◆ Input data
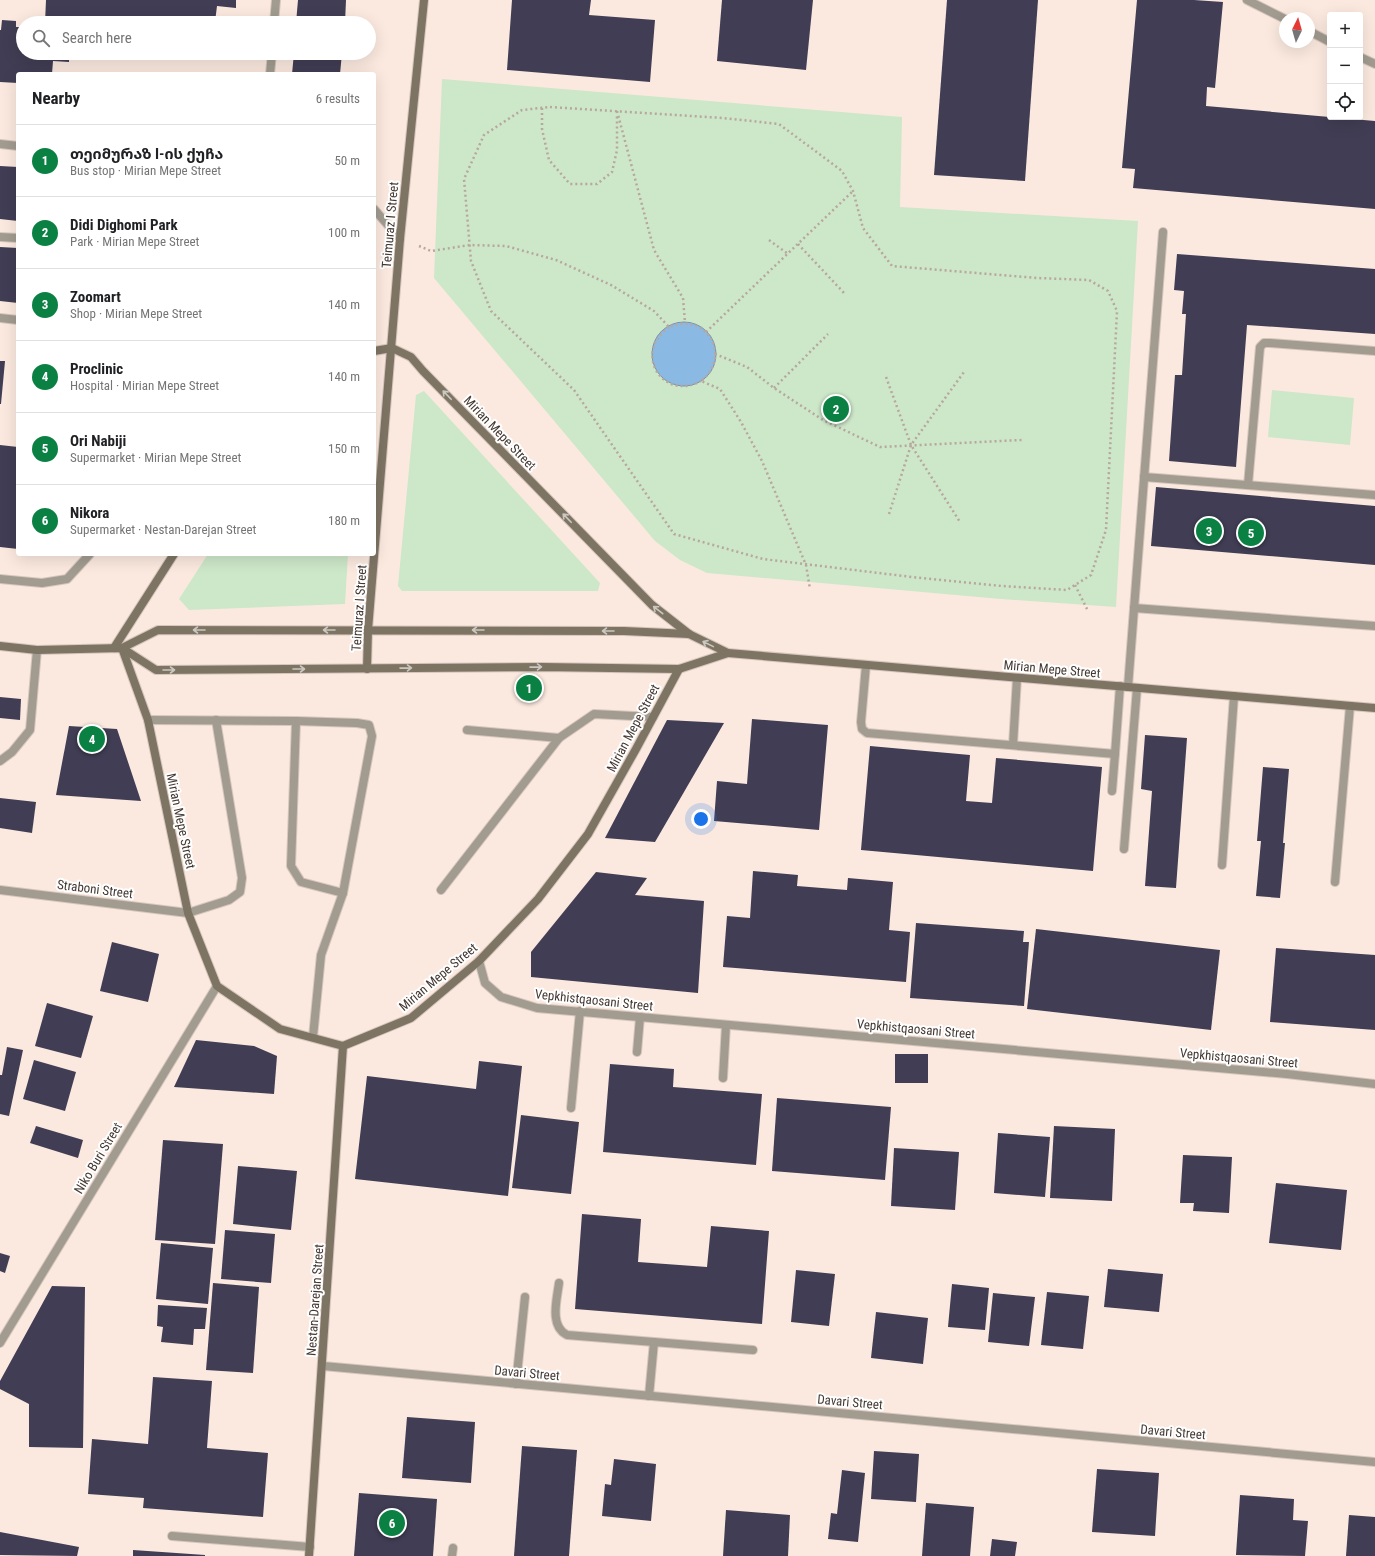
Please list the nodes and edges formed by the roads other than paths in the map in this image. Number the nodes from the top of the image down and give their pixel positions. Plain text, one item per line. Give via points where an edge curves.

--

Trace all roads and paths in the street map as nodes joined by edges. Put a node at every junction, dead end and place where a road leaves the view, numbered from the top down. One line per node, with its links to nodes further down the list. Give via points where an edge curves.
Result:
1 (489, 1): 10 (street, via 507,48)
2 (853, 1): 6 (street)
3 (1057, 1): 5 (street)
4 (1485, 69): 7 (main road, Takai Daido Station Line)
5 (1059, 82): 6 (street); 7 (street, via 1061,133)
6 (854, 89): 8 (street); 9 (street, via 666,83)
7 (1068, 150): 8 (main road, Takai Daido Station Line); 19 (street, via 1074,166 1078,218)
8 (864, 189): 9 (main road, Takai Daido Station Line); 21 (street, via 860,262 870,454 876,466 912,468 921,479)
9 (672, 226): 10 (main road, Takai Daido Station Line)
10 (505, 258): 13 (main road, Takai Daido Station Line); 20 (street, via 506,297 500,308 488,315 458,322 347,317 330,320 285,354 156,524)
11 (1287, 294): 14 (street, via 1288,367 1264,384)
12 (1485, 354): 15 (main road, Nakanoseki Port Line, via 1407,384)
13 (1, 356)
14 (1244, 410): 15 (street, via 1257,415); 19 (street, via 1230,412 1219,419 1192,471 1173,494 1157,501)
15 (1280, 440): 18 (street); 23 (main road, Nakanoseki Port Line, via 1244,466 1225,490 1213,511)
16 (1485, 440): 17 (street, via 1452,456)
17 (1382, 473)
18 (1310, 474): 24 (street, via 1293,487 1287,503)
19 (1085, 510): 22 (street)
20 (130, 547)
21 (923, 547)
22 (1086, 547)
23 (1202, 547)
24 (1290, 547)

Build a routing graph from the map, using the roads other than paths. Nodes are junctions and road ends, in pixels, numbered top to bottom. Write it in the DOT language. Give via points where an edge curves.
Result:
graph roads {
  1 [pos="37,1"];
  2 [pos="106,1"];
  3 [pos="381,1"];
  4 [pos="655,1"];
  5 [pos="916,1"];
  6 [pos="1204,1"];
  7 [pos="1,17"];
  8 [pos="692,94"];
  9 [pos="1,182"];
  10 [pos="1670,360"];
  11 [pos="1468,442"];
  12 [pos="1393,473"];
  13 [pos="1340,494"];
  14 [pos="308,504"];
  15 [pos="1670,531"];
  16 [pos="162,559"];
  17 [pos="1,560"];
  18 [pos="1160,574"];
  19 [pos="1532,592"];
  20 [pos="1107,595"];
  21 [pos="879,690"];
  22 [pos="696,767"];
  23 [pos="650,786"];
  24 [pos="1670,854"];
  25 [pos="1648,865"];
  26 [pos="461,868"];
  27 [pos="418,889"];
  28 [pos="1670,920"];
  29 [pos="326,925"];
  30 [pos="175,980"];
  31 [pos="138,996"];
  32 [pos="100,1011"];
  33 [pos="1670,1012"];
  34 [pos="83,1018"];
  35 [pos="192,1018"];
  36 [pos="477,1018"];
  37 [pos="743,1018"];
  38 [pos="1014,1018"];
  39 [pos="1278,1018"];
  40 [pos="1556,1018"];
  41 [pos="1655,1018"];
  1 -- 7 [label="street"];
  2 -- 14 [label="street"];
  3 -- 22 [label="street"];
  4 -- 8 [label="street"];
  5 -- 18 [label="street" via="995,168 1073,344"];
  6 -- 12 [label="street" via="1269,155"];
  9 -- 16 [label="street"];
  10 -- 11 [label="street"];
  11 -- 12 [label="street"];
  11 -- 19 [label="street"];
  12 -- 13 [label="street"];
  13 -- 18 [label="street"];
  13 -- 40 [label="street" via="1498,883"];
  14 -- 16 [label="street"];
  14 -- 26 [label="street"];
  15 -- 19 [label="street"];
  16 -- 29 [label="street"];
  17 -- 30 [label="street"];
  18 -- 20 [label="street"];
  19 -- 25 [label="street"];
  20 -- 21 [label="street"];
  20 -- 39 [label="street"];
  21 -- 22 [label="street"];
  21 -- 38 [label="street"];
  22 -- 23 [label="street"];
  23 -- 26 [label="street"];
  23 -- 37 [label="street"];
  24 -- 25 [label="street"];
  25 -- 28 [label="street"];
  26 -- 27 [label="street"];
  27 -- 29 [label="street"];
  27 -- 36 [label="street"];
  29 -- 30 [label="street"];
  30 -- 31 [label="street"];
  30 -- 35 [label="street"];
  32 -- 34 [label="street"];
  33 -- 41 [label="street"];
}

* * *

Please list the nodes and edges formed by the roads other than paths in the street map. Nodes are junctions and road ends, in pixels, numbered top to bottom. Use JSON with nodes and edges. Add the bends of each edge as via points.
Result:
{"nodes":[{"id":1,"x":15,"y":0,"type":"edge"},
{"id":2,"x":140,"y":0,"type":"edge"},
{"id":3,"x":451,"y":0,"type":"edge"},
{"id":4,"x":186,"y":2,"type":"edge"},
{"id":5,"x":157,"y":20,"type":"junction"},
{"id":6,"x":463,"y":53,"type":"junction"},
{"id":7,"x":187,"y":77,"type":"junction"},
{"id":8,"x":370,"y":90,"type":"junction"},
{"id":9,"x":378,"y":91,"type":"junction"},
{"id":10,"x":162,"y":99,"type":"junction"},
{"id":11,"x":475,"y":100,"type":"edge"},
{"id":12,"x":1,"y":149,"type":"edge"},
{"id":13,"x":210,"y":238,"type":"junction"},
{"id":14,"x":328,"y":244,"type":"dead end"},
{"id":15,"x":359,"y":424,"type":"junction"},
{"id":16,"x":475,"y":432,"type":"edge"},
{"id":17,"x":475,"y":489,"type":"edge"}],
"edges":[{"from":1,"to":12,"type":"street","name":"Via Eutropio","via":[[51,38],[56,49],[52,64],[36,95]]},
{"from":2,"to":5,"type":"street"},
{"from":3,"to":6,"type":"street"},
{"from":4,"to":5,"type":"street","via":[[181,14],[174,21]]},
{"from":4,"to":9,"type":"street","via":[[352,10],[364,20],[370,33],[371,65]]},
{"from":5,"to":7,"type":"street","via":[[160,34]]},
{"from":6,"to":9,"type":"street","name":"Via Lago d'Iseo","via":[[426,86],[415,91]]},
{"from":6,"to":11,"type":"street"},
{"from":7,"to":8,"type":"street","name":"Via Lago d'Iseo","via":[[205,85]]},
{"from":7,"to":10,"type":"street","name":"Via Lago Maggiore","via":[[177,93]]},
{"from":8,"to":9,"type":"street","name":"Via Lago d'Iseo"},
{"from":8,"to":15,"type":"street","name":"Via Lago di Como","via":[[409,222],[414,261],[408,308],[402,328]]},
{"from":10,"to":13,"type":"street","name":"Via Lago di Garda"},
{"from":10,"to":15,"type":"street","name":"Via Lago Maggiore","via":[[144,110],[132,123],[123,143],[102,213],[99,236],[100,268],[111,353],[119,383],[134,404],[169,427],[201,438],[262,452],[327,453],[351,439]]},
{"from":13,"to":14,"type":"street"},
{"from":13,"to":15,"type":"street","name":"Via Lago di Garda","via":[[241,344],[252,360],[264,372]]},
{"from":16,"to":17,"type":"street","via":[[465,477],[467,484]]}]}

◆ Problem statement
Within the material above, transcribe exactly the lines that run from the line holding "Trace all roads" through the line holding "Build a routing".

◆ Solution to this problem
Trace all roads and paths in the street map as nodes joined by edges. Put a node at every junction, dead end and place where a road leaves the view, numbered from the top down. One line per node, with its links to nodes further down the list. Give via points where an edge curves.
Result:
1 (489, 1): 10 (street, via 507,48)
2 (853, 1): 6 (street)
3 (1057, 1): 5 (street)
4 (1485, 69): 7 (main road, Takai Daido Station Line)
5 (1059, 82): 6 (street); 7 (street, via 1061,133)
6 (854, 89): 8 (street); 9 (street, via 666,83)
7 (1068, 150): 8 (main road, Takai Daido Station Line); 19 (street, via 1074,166 1078,218)
8 (864, 189): 9 (main road, Takai Daido Station Line); 21 (street, via 860,262 870,454 876,466 912,468 921,479)
9 (672, 226): 10 (main road, Takai Daido Station Line)
10 (505, 258): 13 (main road, Takai Daido Station Line); 20 (street, via 506,297 500,308 488,315 458,322 347,317 330,320 285,354 156,524)
11 (1287, 294): 14 (street, via 1288,367 1264,384)
12 (1485, 354): 15 (main road, Nakanoseki Port Line, via 1407,384)
13 (1, 356)
14 (1244, 410): 15 (street, via 1257,415); 19 (street, via 1230,412 1219,419 1192,471 1173,494 1157,501)
15 (1280, 440): 18 (street); 23 (main road, Nakanoseki Port Line, via 1244,466 1225,490 1213,511)
16 (1485, 440): 17 (street, via 1452,456)
17 (1382, 473)
18 (1310, 474): 24 (street, via 1293,487 1287,503)
19 (1085, 510): 22 (street)
20 (130, 547)
21 (923, 547)
22 (1086, 547)
23 (1202, 547)
24 (1290, 547)

Build a routing graph from the map, using the roads other than paths. Nodes are junctions and road ends, in pixels, numbered top to bottom. Write it in the DOT language. Give via points where an edge curves.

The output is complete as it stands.